David Roberts’ most famous work, Views in the Holy Land, Syria, Idumea, Arabia, Egypt, & Nubia, was published by E. G. Moon in London between 1846 and 1849. This work is known for its extremely detailed, folio lithographs which depict various scenes of the Holy Land and the Middle East. The work was issued in three states: tinted, tinted proof, and—the grandest and most expensive format, as here—hand-colored and mounted on card.

Roberts journeyed to the Holy Land in 1838 where he spent much time depicting the architecture, costumes, and landscapes that he found there. The culmination of all his efforts, Views in the Holy Land…, is indeed one of the greatest travel works ever completed. George Croly wrote the wonderfully descriptive text, when available, and Louis Haghe turned Roberts’ drawings into the magnificent lithographs seen here.

David Roberts truly introduced the western world to Egypt and the Middle East through this work. The lithographs were produced from his on-site drawings of temples, landscapes, and historic monuments. He was the first Westerner granted permission to enter many of the sacred mosques or monuments. He completed his sketches over an 11 month journey between 1838 and 1839.
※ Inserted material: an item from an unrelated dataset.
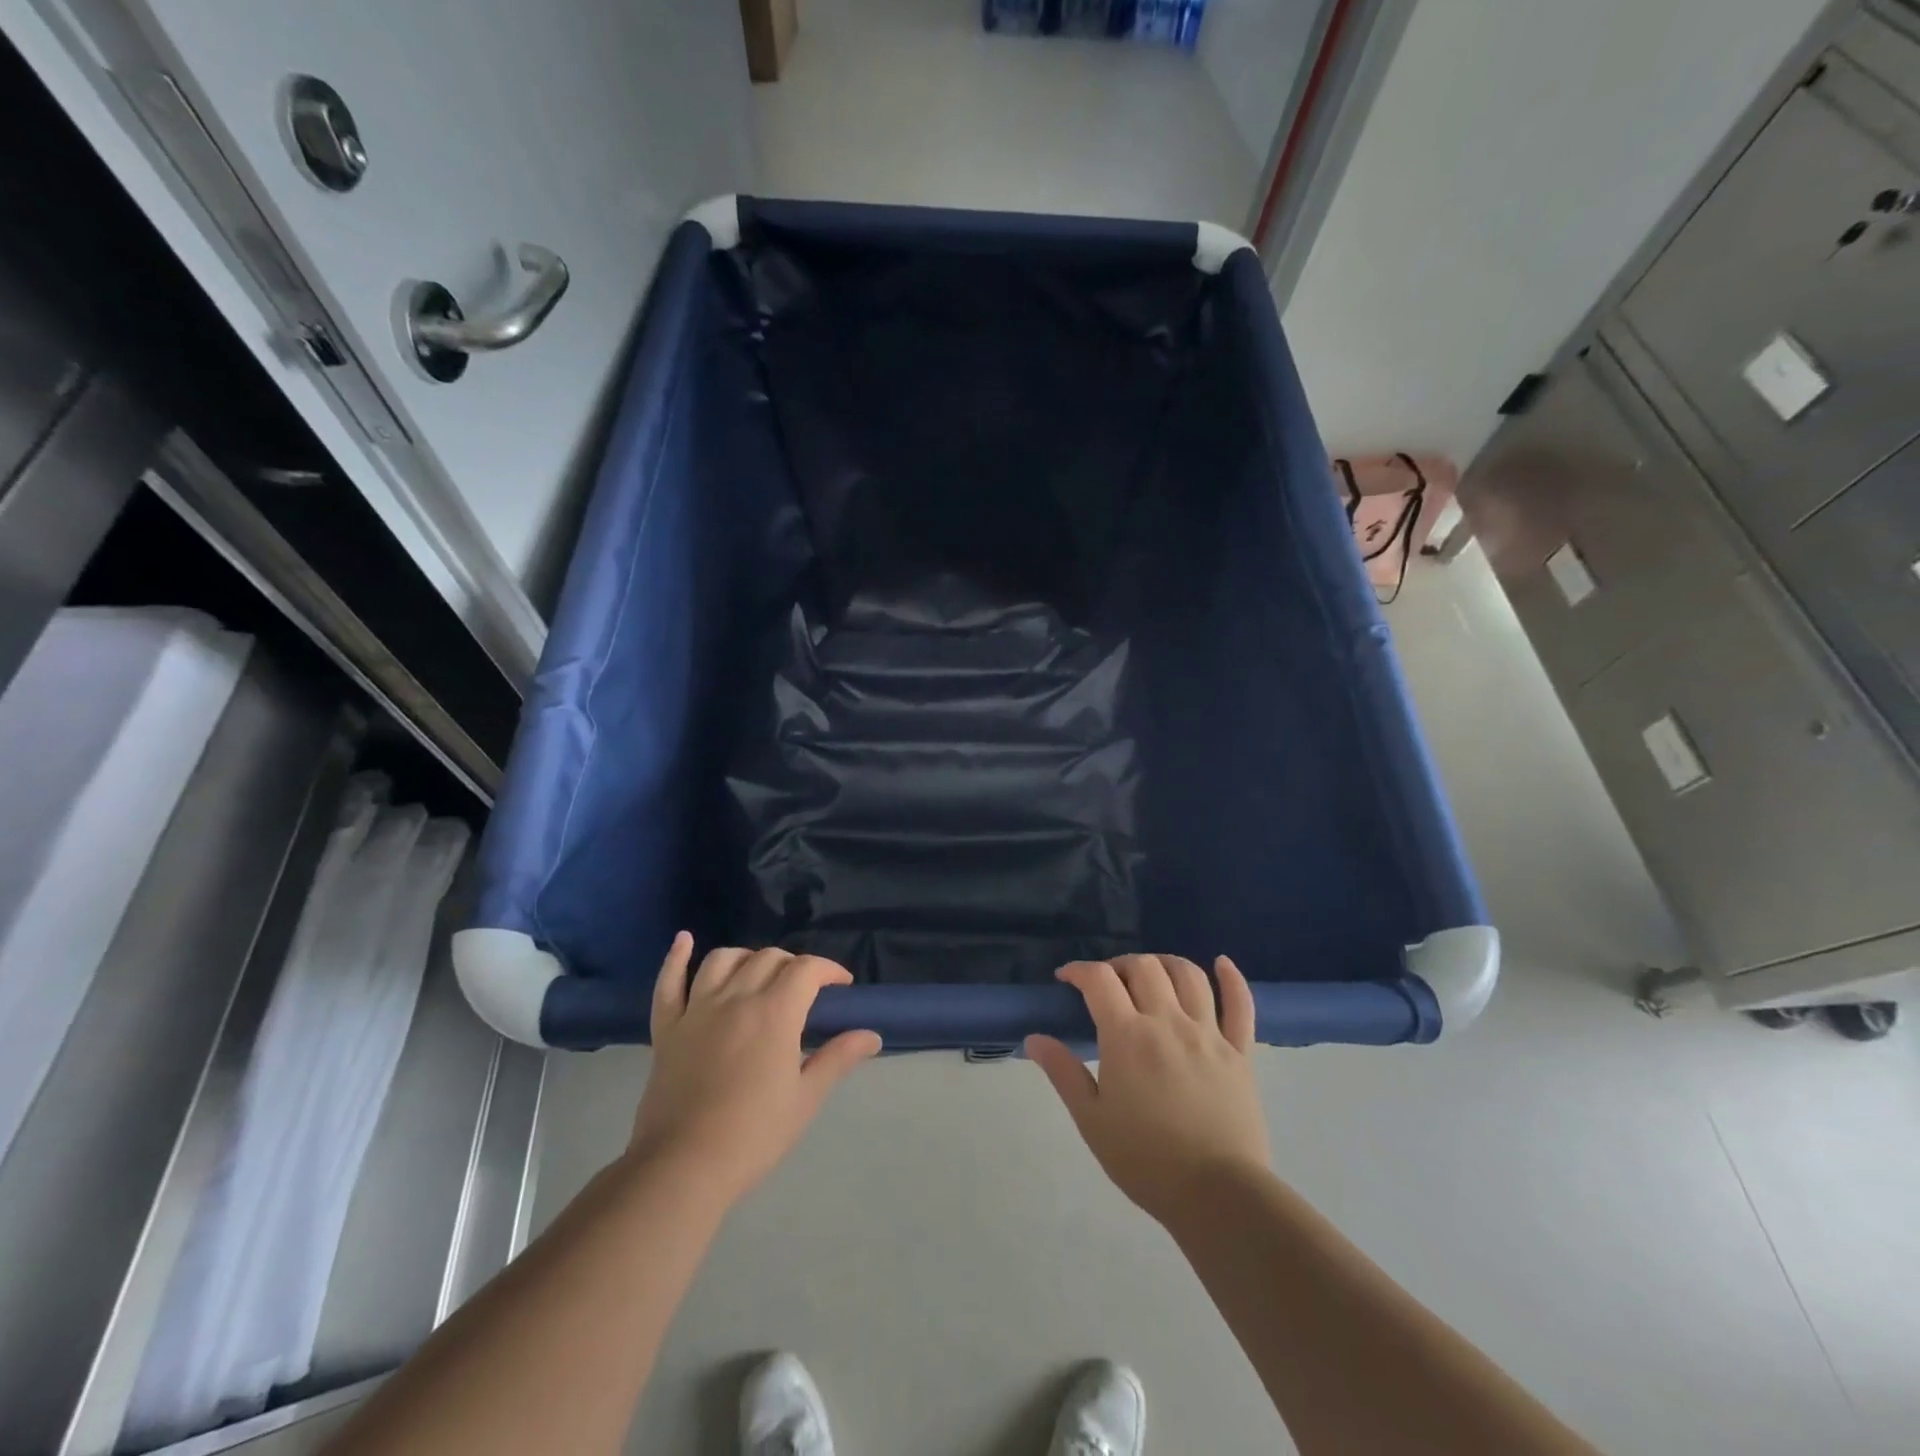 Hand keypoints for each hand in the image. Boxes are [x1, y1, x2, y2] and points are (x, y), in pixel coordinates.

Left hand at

“Roberts’ Holy Land has a worldwide reputation; nothing of a similar character has ever been produced that can bear a comparison with it” (Ran, 6) … “These prints are of excellence unsurpassed in Europe… The firm of Day and Haghe raised lithography to perhaps the highest point it ever attained… [In Roberts’ own words,] ‘Haghe has not only surpassed himself, but all that has hitherto been done of a similar nature. He has rendered the views in a style clear, simple, and unlabored, with a masterly vigor and boldness which none but a painter like him could have transferred to stone” (Abbey, 340-41).